You discover a wallet in your bag that's stock full of cash. You check the label - no, it's definitely not yours.
There has to be something like $3000 in cash in there. But would you spend it?

Iridescence
08-13-2009, 12:36 AM
No. I'd check the ID card in the wallet, driver's license, whatever form of identification there is. Then I'd advertise the wallet on the internet. Once someone answers, I'd have them meet me in a police station (just in case they happen to be a psychotic old man) and, making sure they are the rightful owner, give it to them.

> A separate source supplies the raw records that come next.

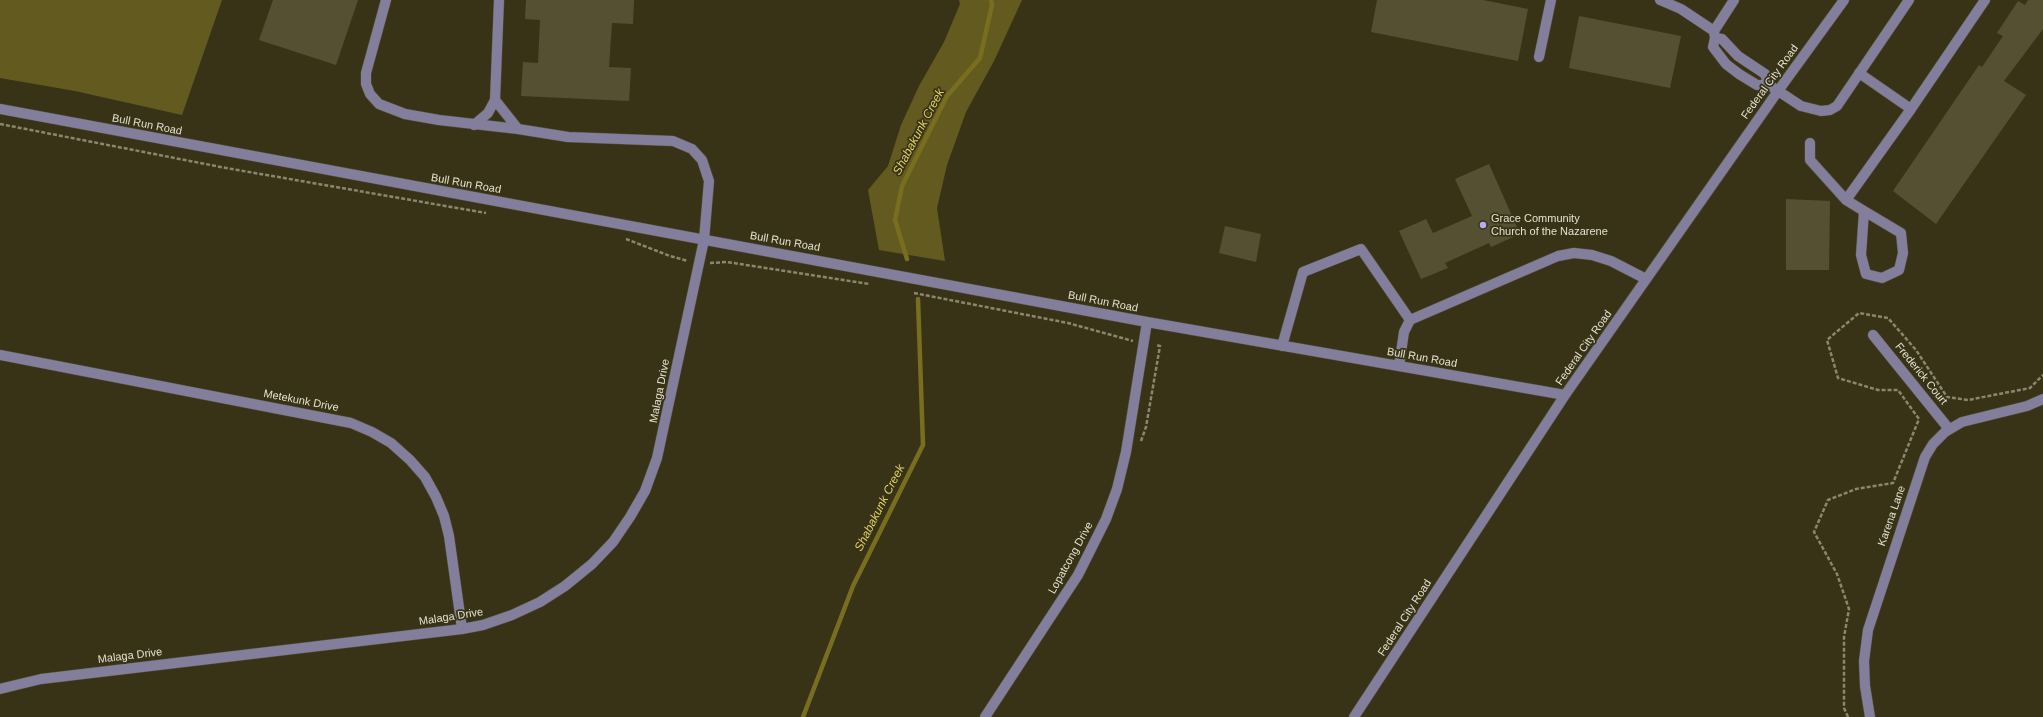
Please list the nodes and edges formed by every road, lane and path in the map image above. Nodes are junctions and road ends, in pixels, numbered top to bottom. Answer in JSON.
{"nodes":[{"id":1,"x":386,"y":0,"type":"edge"},
{"id":2,"x":499,"y":0,"type":"edge"},
{"id":3,"x":1551,"y":0,"type":"edge"},
{"id":4,"x":1660,"y":0,"type":"edge"},
{"id":5,"x":1734,"y":0,"type":"edge"},
{"id":6,"x":1844,"y":0,"type":"edge"},
{"id":7,"x":1909,"y":0,"type":"edge"},
{"id":8,"x":1985,"y":0,"type":"edge"},
{"id":9,"x":1715,"y":34,"type":"junction"},
{"id":10,"x":1539,"y":56,"type":"dead end"},
{"id":11,"x":1859,"y":73,"type":"junction"},
{"id":12,"x":1773,"y":88,"type":"junction"},
{"id":13,"x":495,"y":100,"type":"junction"},
{"id":14,"x":0,"y":109,"type":"edge"},
{"id":15,"x":1911,"y":109,"type":"junction"},
{"id":16,"x":0,"y":124,"type":"edge"},
{"id":17,"x":474,"y":125,"type":"junction"},
{"id":18,"x":518,"y":129,"type":"junction"},
{"id":19,"x":1810,"y":143,"type":"dead end"},
{"id":20,"x":1846,"y":200,"type":"junction"},
{"id":21,"x":1864,"y":210,"type":"junction"},
{"id":22,"x":486,"y":213,"type":"dead end"},
{"id":23,"x":619,"y":236,"type":"dead end"},
{"id":24,"x":704,"y":240,"type":"junction"},
{"id":25,"x":698,"y":263,"type":"junction"},
{"id":26,"x":1646,"y":279,"type":"junction"},
{"id":27,"x":877,"y":286,"type":"dead end"},
{"id":28,"x":907,"y":292,"type":"dead end"},
{"id":29,"x":1410,"y":320,"type":"junction"},
{"id":30,"x":1147,"y":322,"type":"junction"},
{"id":31,"x":1873,"y":335,"type":"dead end"},
{"id":32,"x":1142,"y":343,"type":"junction"},
{"id":33,"x":1282,"y":346,"type":"junction"},
{"id":34,"x":0,"y":355,"type":"edge"},
{"id":35,"x":1400,"y":366,"type":"junction"},
{"id":36,"x":2043,"y":375,"type":"edge"},
{"id":37,"x":1565,"y":395,"type":"junction"},
{"id":38,"x":2043,"y":399,"type":"edge"},
{"id":39,"x":1949,"y":429,"type":"junction"},
{"id":40,"x":1139,"y":449,"type":"dead end"},
{"id":41,"x":462,"y":629,"type":"junction"},
{"id":42,"x":0,"y":690,"type":"edge"},
{"id":43,"x":986,"y":717,"type":"edge"},
{"id":44,"x":1354,"y":717,"type":"edge"},
{"id":45,"x":1848,"y":717,"type":"edge"},
{"id":46,"x":1870,"y":717,"type":"edge"}],
"edges":[{"from":1,"to":17,"type":"street","name":"Malaga Drive"},
{"from":2,"to":13,"type":"street"},
{"from":3,"to":10,"type":"street"},
{"from":4,"to":9,"type":"street"},
{"from":5,"to":9,"type":"street"},
{"from":6,"to":12,"type":"street","name":"Federal City Road"},
{"from":7,"to":11,"type":"street"},
{"from":8,"to":15,"type":"street"},
{"from":9,"to":12,"type":"street"},
{"from":9,"to":12,"type":"street"},
{"from":11,"to":12,"type":"street"},
{"from":11,"to":15,"type":"street"},
{"from":12,"to":26,"type":"street","name":"Federal City Road"},
{"from":13,"to":17,"type":"street"},
{"from":13,"to":18,"type":"street"},
{"from":14,"to":24,"type":"street","name":"Bull Run Road"},
{"from":15,"to":20,"type":"street"},
{"from":16,"to":22,"type":"path"},
{"from":17,"to":18,"type":"street","name":"Malaga Drive"},
{"from":18,"to":24,"type":"street","name":"Malaga Drive"},
{"from":19,"to":20,"type":"street"},
{"from":20,"to":21,"type":"street"},
{"from":21,"to":21,"type":"street"},
{"from":23,"to":25,"type":"path"},
{"from":24,"to":25,"type":"street","name":"Malaga Drive"},
{"from":24,"to":30,"type":"street","name":"Bull Run Road"},
{"from":25,"to":27,"type":"path"},
{"from":25,"to":41,"type":"street","name":"Malaga Drive"},
{"from":26,"to":29,"type":"street"},
{"from":26,"to":37,"type":"street","name":"Federal City Road"},
{"from":28,"to":32,"type":"path"},
{"from":29,"to":33,"type":"street"},
{"from":29,"to":35,"type":"street"},
{"from":30,"to":32,"type":"street","name":"Lopatcong Drive"},
{"from":30,"to":33,"type":"street","name":"Bull Run Road"},
{"from":31,"to":39,"type":"street","name":"Frederick Court"},
{"from":32,"to":40,"type":"path"},
{"from":32,"to":43,"type":"street","name":"Lopatcong Drive"},
{"from":33,"to":35,"type":"street","name":"Bull Run Road"},
{"from":34,"to":41,"type":"street","name":"Metekunk Drive"},
{"from":35,"to":37,"type":"street","name":"Bull Run Road"},
{"from":36,"to":45,"type":"path"},
{"from":37,"to":44,"type":"street","name":"Federal City Road"},
{"from":38,"to":39,"type":"street","name":"Karena Lane"},
{"from":39,"to":46,"type":"street","name":"Karena Lane"},
{"from":41,"to":42,"type":"street","name":"Malaga Drive"}]}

And make them give me a hundred bucks for not spending their money. :P

You're getting your mail from the mail box when you find an odd glowing package with your name on it. You glance around--there's no one there to see. On the back of the package, it says:
THIS PACKAGE CONTAINS THE KEY TO THE SECRETS OF THE UNIVERSE. IF YOU WISH TO WIELD IT, YOU MUST CUT ALL TIES WITH THE PHYSICAL WORLD AND BECOME A SPIRITUAL ENTITY. All your memories--and the memories of the people/animals who knew you--would be erased. What do you do?

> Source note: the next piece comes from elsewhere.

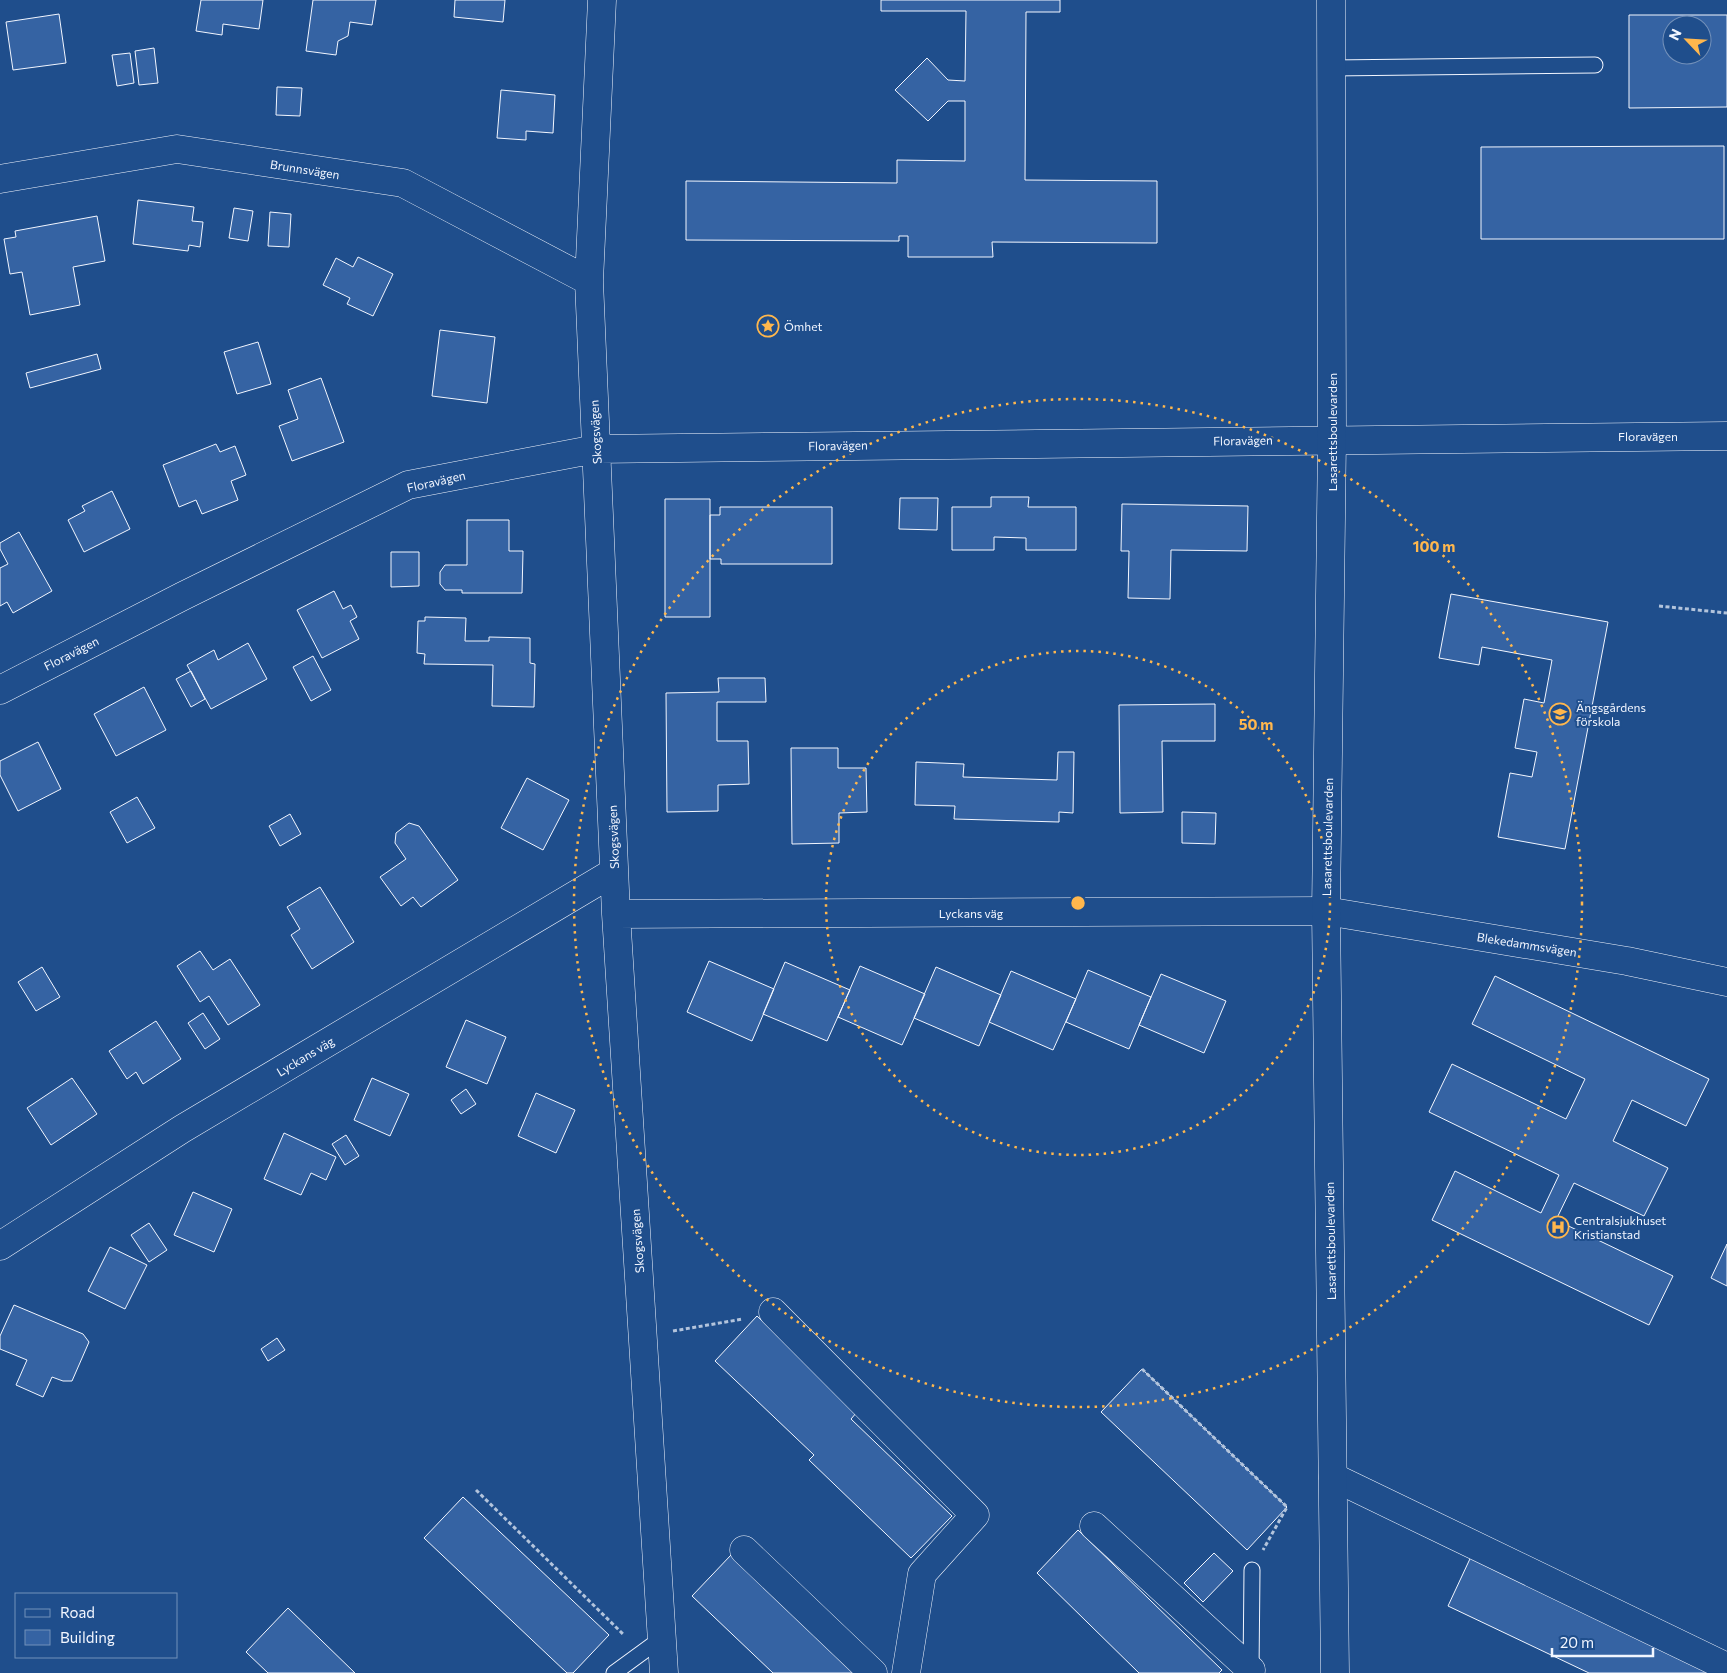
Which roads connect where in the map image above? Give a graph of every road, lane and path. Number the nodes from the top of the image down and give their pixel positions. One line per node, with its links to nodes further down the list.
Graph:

(roundabout sort of thing, isn't it? :D)

Jack
08-13-2009, 03:59 PM
Interesting... I would contact the please and have them look at it. It could be a letter bomb. If it isn't I would give it to some tramp who's life is going no where. To be honest, I don't want to know the secrets of the universe and I don't want to give up the life I have...I'm appreciative like that :p


You and a group of people that you don't know have gone on a trip to some cliff somewhere. There is you, your tour guide and a woman and her kid. Something happens and all of you trip over the edge. The tour guide holds onto the cliff, you hold on to your tour guide, the woman holds onto your hand and her child holds onto your leg. The tour guide at the top is slipping and he can't hold on much longer. If he lets go...you all die. If you get rid of some of the wait, all the rest of the people will survive. What do you do?

Inkling
09-16-2009, 04:37 AM
I would swing the kid upwards with my leg and hope that he grabs hold. I would Then hope that we all can climb up somehow. I would rather us all die than ask the mother or child or both to sacrifice themselves.

You are planning to hike up mount Everest and get pledges for how far you go. The money will save your best friend, who is currently in hospital with a serious condition. They can't cure it unless you give them cash. Suddenly, your guide comes down with a cold and csn't come. Without him, the trek will be a dangerous undertaking and it is likely that one or more of the hikers will not survive. But this hke is the only thing that can save your friend now, and the amount of money to pay for their treatment cannot be raised in a bake sale or lemonade stand. To make it simple, does your friend die or do you risk your life to help them?